Hedge Fund Positions
The hedge funds are some of the biggest speculators in the markets which are looking to make money based on shorting or longing financial instruments.
What we're seeing on the COTA indicator is that hedge funds has started to sell off their long positions in the past month. The downward trajectory of AUD shows that hedge funds no longer want that many long positions.
If the blue solid line falls below zero on the chart we can have confidence that hedge funds are fully committed to selling the AUD.
Currently, the differentials between the open interest of hedge fund positions shows us traders that we should be looking at bearish positions based on market sentiment. This way we won't be trading against big money but with it.
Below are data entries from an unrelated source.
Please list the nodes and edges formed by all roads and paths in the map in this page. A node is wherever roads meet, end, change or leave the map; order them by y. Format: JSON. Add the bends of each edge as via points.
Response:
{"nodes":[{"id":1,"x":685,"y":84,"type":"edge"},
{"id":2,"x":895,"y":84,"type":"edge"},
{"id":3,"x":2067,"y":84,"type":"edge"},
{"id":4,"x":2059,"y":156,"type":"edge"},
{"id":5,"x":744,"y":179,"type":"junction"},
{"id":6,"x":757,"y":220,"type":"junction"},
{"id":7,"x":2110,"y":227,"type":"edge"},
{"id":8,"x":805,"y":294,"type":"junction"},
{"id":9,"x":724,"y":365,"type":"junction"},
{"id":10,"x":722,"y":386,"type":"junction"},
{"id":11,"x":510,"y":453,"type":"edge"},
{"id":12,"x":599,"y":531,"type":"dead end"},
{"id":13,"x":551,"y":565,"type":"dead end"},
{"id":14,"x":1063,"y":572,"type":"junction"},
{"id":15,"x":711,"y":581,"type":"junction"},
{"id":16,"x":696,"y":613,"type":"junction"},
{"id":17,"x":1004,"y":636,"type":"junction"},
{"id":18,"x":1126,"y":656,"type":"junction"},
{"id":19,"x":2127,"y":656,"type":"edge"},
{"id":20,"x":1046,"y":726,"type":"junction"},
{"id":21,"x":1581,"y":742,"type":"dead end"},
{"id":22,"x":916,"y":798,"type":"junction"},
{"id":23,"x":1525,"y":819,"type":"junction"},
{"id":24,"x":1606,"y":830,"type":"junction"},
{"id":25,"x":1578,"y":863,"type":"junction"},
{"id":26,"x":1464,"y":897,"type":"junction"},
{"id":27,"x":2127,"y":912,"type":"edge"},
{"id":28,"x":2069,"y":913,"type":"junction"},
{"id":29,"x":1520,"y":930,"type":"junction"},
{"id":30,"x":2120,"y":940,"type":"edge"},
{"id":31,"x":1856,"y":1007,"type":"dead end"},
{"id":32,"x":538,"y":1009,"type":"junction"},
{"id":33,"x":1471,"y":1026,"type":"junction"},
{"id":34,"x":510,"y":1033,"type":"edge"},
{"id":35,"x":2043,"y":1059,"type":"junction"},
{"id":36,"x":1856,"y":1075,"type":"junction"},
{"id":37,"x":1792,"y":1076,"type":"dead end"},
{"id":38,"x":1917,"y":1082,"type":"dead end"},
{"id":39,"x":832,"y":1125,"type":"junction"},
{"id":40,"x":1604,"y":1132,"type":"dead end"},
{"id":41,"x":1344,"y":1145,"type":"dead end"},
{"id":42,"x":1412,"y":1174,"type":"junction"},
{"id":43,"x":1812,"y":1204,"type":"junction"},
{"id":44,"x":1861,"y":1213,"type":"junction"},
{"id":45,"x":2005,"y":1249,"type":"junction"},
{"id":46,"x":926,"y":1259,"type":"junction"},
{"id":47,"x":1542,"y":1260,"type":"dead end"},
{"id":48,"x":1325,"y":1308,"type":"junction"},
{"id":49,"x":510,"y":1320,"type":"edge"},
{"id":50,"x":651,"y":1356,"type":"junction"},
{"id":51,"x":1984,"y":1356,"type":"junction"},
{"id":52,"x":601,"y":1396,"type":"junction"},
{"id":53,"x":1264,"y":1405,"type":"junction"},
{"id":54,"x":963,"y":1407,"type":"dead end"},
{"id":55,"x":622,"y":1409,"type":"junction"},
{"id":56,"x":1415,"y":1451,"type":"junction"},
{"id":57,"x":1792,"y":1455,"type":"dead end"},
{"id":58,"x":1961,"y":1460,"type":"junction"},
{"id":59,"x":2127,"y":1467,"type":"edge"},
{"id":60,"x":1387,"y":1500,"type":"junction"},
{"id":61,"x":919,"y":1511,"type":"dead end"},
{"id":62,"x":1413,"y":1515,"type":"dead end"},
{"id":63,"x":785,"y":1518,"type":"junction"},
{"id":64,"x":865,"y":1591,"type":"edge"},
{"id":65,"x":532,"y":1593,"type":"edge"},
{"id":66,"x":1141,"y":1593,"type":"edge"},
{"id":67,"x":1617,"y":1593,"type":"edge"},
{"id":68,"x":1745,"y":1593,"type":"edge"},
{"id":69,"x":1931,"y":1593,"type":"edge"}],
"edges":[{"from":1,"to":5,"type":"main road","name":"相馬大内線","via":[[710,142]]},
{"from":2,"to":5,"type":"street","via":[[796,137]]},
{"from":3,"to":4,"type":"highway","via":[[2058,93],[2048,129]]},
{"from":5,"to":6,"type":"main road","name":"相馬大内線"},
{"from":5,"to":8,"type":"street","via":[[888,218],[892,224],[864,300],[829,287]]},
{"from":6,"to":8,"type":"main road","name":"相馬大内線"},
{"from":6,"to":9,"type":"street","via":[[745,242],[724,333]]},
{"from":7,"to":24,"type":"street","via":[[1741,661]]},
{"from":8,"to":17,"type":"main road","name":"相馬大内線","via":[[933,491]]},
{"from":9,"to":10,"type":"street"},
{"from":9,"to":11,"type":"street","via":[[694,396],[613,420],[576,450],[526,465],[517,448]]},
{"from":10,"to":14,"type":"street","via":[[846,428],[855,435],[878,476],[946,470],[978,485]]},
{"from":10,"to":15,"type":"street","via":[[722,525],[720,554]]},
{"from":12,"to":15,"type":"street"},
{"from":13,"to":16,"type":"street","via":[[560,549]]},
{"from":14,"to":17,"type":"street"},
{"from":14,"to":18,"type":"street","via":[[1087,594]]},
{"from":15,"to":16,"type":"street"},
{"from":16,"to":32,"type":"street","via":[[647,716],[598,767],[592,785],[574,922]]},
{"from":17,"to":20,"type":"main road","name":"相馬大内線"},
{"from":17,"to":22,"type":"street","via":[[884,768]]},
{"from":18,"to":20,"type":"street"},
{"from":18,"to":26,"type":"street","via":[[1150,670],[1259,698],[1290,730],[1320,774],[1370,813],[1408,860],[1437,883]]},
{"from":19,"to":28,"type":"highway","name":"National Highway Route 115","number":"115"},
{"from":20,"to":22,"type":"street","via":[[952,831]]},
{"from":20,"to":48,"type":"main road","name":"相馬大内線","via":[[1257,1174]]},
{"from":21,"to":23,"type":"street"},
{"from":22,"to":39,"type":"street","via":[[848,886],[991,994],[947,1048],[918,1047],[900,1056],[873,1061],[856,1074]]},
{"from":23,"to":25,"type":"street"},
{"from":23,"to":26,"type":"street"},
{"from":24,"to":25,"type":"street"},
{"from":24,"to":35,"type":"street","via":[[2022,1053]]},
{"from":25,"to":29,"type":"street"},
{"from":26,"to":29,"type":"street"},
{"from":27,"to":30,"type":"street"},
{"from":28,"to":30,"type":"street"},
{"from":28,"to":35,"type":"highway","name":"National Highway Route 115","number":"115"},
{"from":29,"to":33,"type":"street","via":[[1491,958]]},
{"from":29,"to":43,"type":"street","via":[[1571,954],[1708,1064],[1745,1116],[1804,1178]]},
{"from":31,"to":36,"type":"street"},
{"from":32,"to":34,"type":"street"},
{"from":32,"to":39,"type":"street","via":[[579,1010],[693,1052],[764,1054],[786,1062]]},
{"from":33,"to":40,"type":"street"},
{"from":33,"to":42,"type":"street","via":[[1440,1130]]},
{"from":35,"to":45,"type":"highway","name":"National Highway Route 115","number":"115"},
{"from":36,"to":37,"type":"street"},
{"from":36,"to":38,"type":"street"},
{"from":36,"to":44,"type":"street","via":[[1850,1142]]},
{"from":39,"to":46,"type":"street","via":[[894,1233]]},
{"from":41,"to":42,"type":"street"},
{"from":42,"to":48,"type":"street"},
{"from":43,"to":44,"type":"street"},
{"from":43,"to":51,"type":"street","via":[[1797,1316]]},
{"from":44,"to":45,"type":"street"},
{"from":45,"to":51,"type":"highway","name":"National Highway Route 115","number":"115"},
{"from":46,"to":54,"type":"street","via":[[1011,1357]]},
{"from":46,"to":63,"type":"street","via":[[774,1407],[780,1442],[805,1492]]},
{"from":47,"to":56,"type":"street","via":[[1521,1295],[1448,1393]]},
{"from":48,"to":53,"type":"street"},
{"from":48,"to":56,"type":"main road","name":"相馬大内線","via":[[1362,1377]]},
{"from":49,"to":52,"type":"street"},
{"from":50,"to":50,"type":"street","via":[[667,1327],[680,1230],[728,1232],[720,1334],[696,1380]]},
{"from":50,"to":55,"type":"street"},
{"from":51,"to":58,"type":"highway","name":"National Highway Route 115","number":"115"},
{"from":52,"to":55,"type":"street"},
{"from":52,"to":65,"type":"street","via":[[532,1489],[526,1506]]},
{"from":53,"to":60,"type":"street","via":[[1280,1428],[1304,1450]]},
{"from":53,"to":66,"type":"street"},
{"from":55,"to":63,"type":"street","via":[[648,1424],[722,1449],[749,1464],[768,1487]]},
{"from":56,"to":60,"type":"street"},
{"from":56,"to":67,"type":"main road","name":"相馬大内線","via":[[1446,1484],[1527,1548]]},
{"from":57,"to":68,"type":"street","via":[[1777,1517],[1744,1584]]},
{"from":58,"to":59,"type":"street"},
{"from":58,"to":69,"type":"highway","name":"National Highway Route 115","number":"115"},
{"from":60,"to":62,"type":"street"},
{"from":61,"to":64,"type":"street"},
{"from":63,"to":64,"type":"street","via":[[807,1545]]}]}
Overall the price trends we can see the bearish movement across AUDCAD in the past 5 years. If you tried to buy AUDCAD as a trader in this period you would have been stopped out a lot more than if you were looking for sells.
In the current situation traders have sold AUDCAD meeting at the third point of the long term trend.
Prices are now congesting which may see prices pullback again before falling further.
Overall, sellers have already confirmed and committed capital which means we are fairly confident of the bearish move in AUDCAD to continue over to 2022.